Memory performance
Per our custom, we begin with some synthetic memory benchmarks. These numbers aren't clear indicators of how application performance will look, but they can tell us some interesting things about the memory subsystems of these processors.
The integrated memory controller on the AMD chips here makes for an unusual dynamic: memory bandwidth rises dramatically with CPU clock speeds, despite the fact that all of these CPUs are talking to the same DIMMs, using the same timings, over the same motherboard. The Opteron 165, with its relatively low 1.8GHz clock speed, demonstrates throughput considerably lower than the Opteron 180.
Notice that the performance of the Opteron 180 and Athlon 64 X2 4800+ is, for all intents, identical. This is the first of many graphs you'll see where these two chips' performance is separated only by the margin of error in the test itself (and perhaps some minor revision differences in silicon between the two.)

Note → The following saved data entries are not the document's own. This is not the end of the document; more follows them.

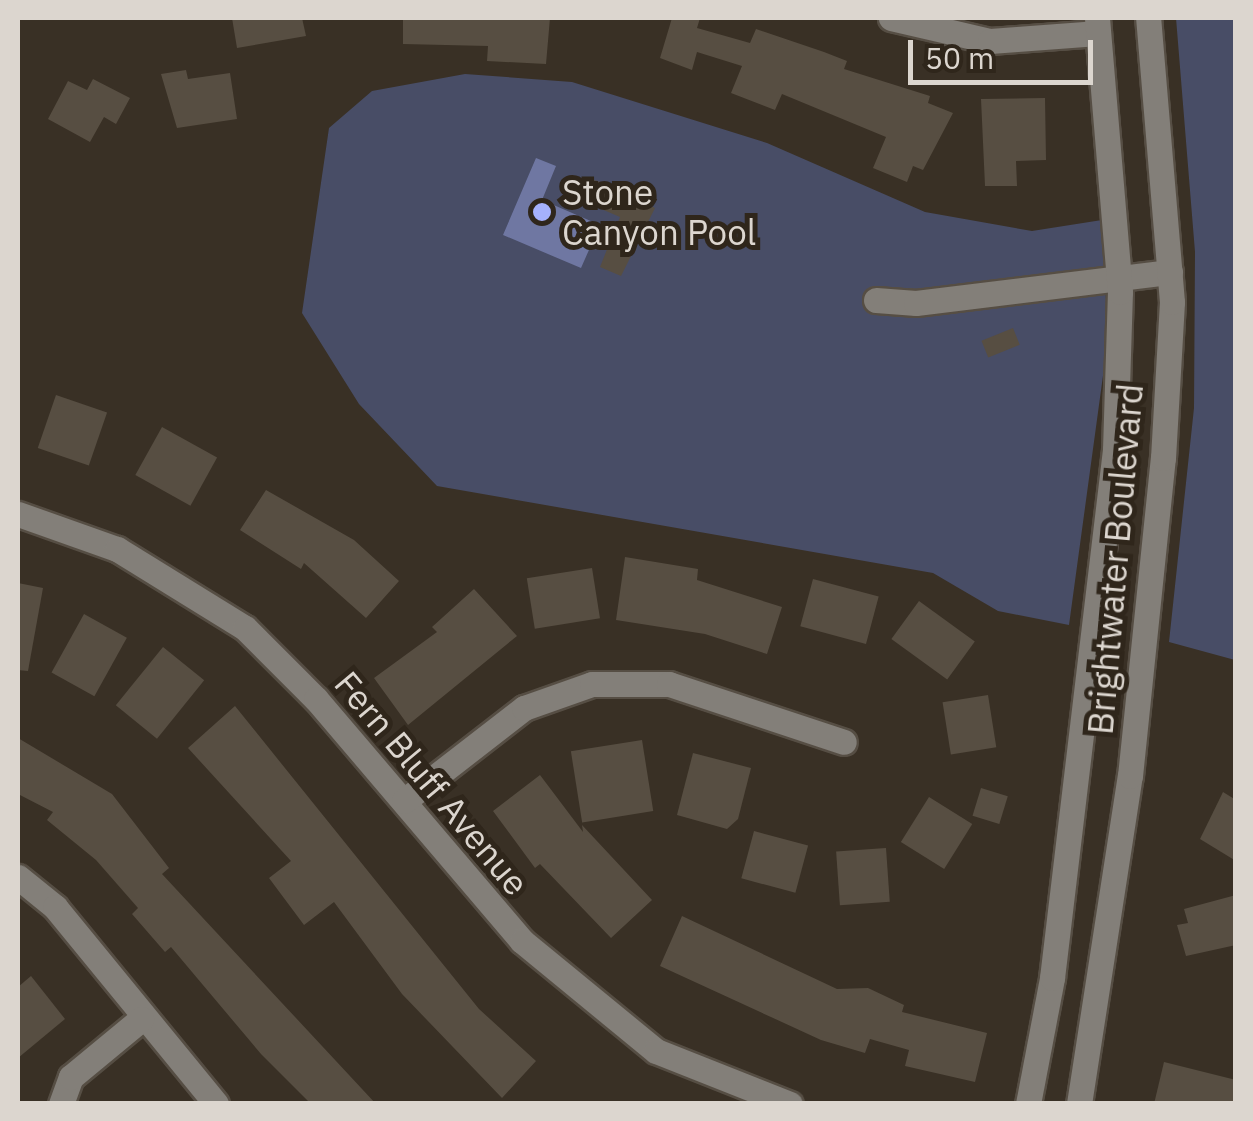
<!DOCTYPE html>
<html>
<head>
<meta charset="utf-8">
<style>
	body { margin:0 }
	#map { position:relative; width:1253px; height:1121px; overflow:hidden; background:#393025; font-family:"IBM Plex Sans",sans-serif }
	div>[style] { position:absolute }
	.green>* { inset:0; background:#484d66 }
	.water>* { inset:0; background:#6f77a2 }
	.building>* { inset:0; background:#574e42; transform-origin:0 0 }
	.roads { filter:drop-shadow(2px 0 #564e44) drop-shadow(-2px 0 #564e44) drop-shadow(0 2px #564e44) drop-shadow(0 -2px #564e44) }
	.minor>* { height:25px; margin:-12.5px; padding:0 12.5px; transform-origin:12.5px; border-radius:12.5px; background:#837f79 }
	.dots>* { width:28px; height:28px; translate:-50% -50%; box-sizing:border-box; border:5px solid #2f261b; border-radius:50% }
	span { translate:-50% -50%; white-space:nowrap; text-align:center; line-height:1.15; -webkit-text-stroke:10px #2f261b; paint-order:stroke }
	.poi-label { font-size:35px; color:#dcd6cf }
	.left { translate:0 -50%; text-align:left }
	.street-label { font-size:35px; color:#dcd6cf }
	.frame { position:absolute; inset:0; border:20px solid #dcd6cf; pointer-events:none }
	.scale { position:absolute; left:908px; top:40px; width:185px; height:45px; box-sizing:border-box; border:5px solid #dcd6cf; border-top:0; padding-left:12px; font-size:30px; line-height:35px; white-space:nowrap; color:#dcd6cf; -webkit-text-stroke:8px #2f261b; paint-order:stroke }
</style>
</head>
<body>
<div id="map">
	<div class="green">
		<div style="clip-path:polygon(1176px 18px,1235px 18px,1235px 660px,1169px 642px,1194px 408px,1195px 252px)"></div>
		<div style="clip-path:polygon(465px 74px,572px 82px,767px 143px,925px 212px,1032px 231px,1102px 220px,1108px 339px,1069px 625px,998px 611px,933px 573px,437px 486px,359px 404px,302px 313px,329px 128px,372px 91px)"></div>
	</div>
	<div class="water">
		<div style="clip-path:polygon(536px 158px,556px 166px,542px 200px,600px 225px,581px 268px,503px 235px)"></div>
	</div>
	<div class="building">
		<div style="clip-path:polygon(232px 18px,302px 18px,306px 36px,237px 48px)"></div>
		<div style="clip-path:polygon(403px 18px,550px 18px,546px 64px,487px 61px,488px 46px,403px 44px)"></div>
		<div style="clip-path:polygon(672px 18px,700px 18px,697px 28px,750px 43px,756px 29px,824px 52px,847px 61px,844px 69px,930px 96px,928px 103px,953px 113px,923px 170px,913px 166px,907px 182px,873px 168px,886px 137px,782px 94px,775px 110px,731px 93px,742px 66px,697px 52px,692px 70px,660px 58px)"></div>
		<div style="clip-path:polygon(186px 70px,188px 79px,230px 73px,237px 119px,177px 128px,161px 74px)"></div>
		<div style="clip-path:polygon(93px 79px,130px 98px,116px 124px,104px 117px,90px 142px,48px 119px,68px 81px,87px 90px)"></div>
		<div style="clip-path:polygon(1045px 98px,1046px 160px,1016px 161px,1017px 186px,985px 186px,981px 99px)"></div>
		<div style="clip-path:polygon(587px 178px,649px 196px,646px 203px,655px 208px,621px 276px,600px 267px,620px 217px,578px 199px)"></div>
		<div style="left:1013px;top:328px;width:18px;height:34px;rotate:68deg"></div>
		<div style="left:56px;top:395px;width:54px;height:56px;rotate:19deg"></div>
		<div style="left:162px;top:427px;width:63px;height:55px;rotate:29deg"></div>
		<div style="clip-path:polygon(266px 490px,354px 540px,399px 581px,366px 618px,304px 563px,301px 569px,240px 530px)"></div>
		<div style="clip-path:polygon(625px 557px,698px 569px,697px 580px,782px 607px,767px 654px,705px 634px,616px 620px)"></div>
		<div style="left:592px;top:568px;width:51px;height:66px;rotate:81deg"></div>
		<div style="left:813px;top:579px;width:68px;height:49px;rotate:15deg"></div>
		<div style="clip-path:polygon(18px 583px,43px 588px,28px 671px,18px 670px)"></div>
		<div style="clip-path:polygon(474px 589px,517px 636px,408px 725px,374px 678px,437px 632px,432px 627px)"></div>
		<div style="left:919px;top:601px;width:69px;height:47px;rotate:36deg"></div>
		<div style="left:84px;top:614px;width:49px;height:67px;rotate:29deg"></div>
		<div style="left:163px;top:647px;width:53px;height:75px;rotate:39deg"></div>
		<div style="left:988px;top:695px;width:53px;height:46px;rotate:81deg"></div>
		<div style="clip-path:polygon(235px 706px,479px 1009px,536px 1061px,502px 1098px,402px 994px,334px 902px,304px 925px,269px 878px,291px 861px,188px 748px)"></div>
		<div style="clip-path:polygon(18px 738px,112px 794px,169px 868px,162px 874px,376px 1104px,311px 1104px,261px 1054px,171px 947px,165px 952px,132px 914px,138px 908px,96px 860px,47px 820px,53px 812px,18px 794px)"></div>
		<div style="left:642px;top:740px;width:72px;height:72px;rotate:81deg"></div>
		<div style="clip-path:polygon(693px 753px,751px 768px,738px 819px,727px 829px,677px 815px)"></div>
		<div style="clip-path:polygon(540px 775px,583px 832px,582px 825px,652px 900px,611px 938px,540px 864px,535px 868px,493px 811px)"></div>
		<div style="left:981px;top:788px;width:28px;height:29px;rotate:17deg"></div>
		<div style="clip-path:polygon(1223px 792px,1236px 800px,1236px 861px,1200px 839px)"></div>
		<div style="left:929px;top:797px;width:51px;height:53px;rotate:32deg"></div>
		<div style="left:754px;top:831px;width:56px;height:49px;rotate:15deg"></div>
		<div style="left:886px;top:848px;width:54px;height:50px;rotate:86deg"></div>
		<div style="clip-path:polygon(1236px 895px,1236px 945px,1186px 956px,1177px 925px,1188px 923px,1184px 909px)"></div>
		<div style="clip-path:polygon(682px 916px,837px 989px,868px 988px,904px 1005px,902px 1012px,987px 1033px,975px 1082px,905px 1066px,909px 1050px,870px 1039px,865px 1053px,821px 1040px,660px 966px)"></div>
		<div style="clip-path:polygon(31px 976px,65px 1019px,18px 1058px,18px 987px)"></div>
		<div style="clip-path:polygon(1164px 1062px,1236px 1080px,1236px 1104px,1154px 1104px)"></div>
	</div>
	<div class="roads">
		<div class="minor">
			<div style="left:891px;top:18px;width:102px;rotate:13.1deg"></div>
			<div style="left:990px;top:41px;width:108px;rotate:-4.2deg"></div>
			<div style="left:876px;top:300px;width:40px;rotate:4.3deg"></div>
			<div style="left:916px;top:303px;width:256px;rotate:-7deg"></div>
			<div style="left:18px;top:514px;width:105px;rotate:19.5deg"></div>
			<div style="left:117px;top:549px;width:150px;rotate:31.7deg"></div>
			<div style="left:245px;top:628px;width:100px;rotate:45deg"></div>
			<div style="left:316px;top:699px;width:318px;rotate:49.6deg"></div>
			<div style="left:522px;top:941px;width:173px;rotate:39.4deg"></div>
			<div style="left:656px;top:1051px;width:144px;rotate:21.6deg"></div>
			<div style="left:404px;top:801px;width:152px;rotate:-37.8deg"></div>
			<div style="left:524px;top:708px;width:72px;rotate:-19.4deg"></div>
			<div style="left:592px;top:684px;width:77px"></div>
			<div style="left:669px;top:684px;width:184px;rotate:18.3deg"></div>
			<div style="left:18px;top:877px;width:48px;rotate:39deg"></div>
			<div style="left:55px;top:907px;width:254px;rotate:50.7deg"></div>
			<div style="left:61px;top:1104px;width:29px;rotate:-70deg"></div>
			<div style="left:71px;top:1077px;width:91px;rotate:-39.6deg"></div>
			<div style="left:1028px;top:1104px;width:128px;rotate:-79.2deg"></div>
			<div style="left:1052px;top:978px;width:532px;rotate:-83.2deg"></div>
			<div style="left:1115px;top:450px;width:158px;rotate:-88.2deg"></div>
			<div style="left:1120px;top:292px;width:275px;rotate:-94.8deg"></div>
			<div style="left:1079px;top:1104px;width:332px;rotate:-81.2deg"></div>
			<div style="left:1130px;top:776px;width:320px;rotate:-84.1deg"></div>
			<div style="left:1163px;top:458px;width:156px;rotate:-86.7deg"></div>
			<div style="left:1172px;top:302px;width:285px;rotate:-94.8deg"></div>
		</div>
	</div>
	<div class="dots">
		<div style="left:542px;top:212px;background:#a5b1fc"></div>
	</div>
	<div class="poi-label">
		<span class="left" style="left:562px;top:212px">Stone<br>Canyon Pool</span>
	</div>
	<div class="street-label">
		<span style="left:1115px;top:559px;rotate:-85deg">Brightwater Boulevard</span>
		<span style="left:432px;top:783px;rotate:50deg">Fern Bluff Avenue</span>
	</div>
	<div class="frame"></div>
	<div class="scale">50 m</div>
</div>
</body>
</html>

Our version of Linpack isn't optimized enough to serve as a true scientific computing benchmark, but it does show us the impact of moving through different stages of the memory hierarchy, from L1 cache to L2 and then into main memory—at least on one of the two cores on each CPU. You can see how the Opteron 165's larger L2 cache boosts throughput at larger matrix sizes compared to the Athlon 64 X2 3800+. The Pentium D processors, by contrast, all have larger L2 caches that can hold all of the matrix sizes in this test.
Memory bandwidth and latency are interrelated, so these results shouldn't be a big surprise. The Opteron 180 matches similar dual-core Athlon 64s and easily outpaces an Intel chip thanks to its integrated memory controller. The 165, though, is a little bit slower due to its lower clock speed. Still, the 165's access latencies are lower than any Pentium we tested.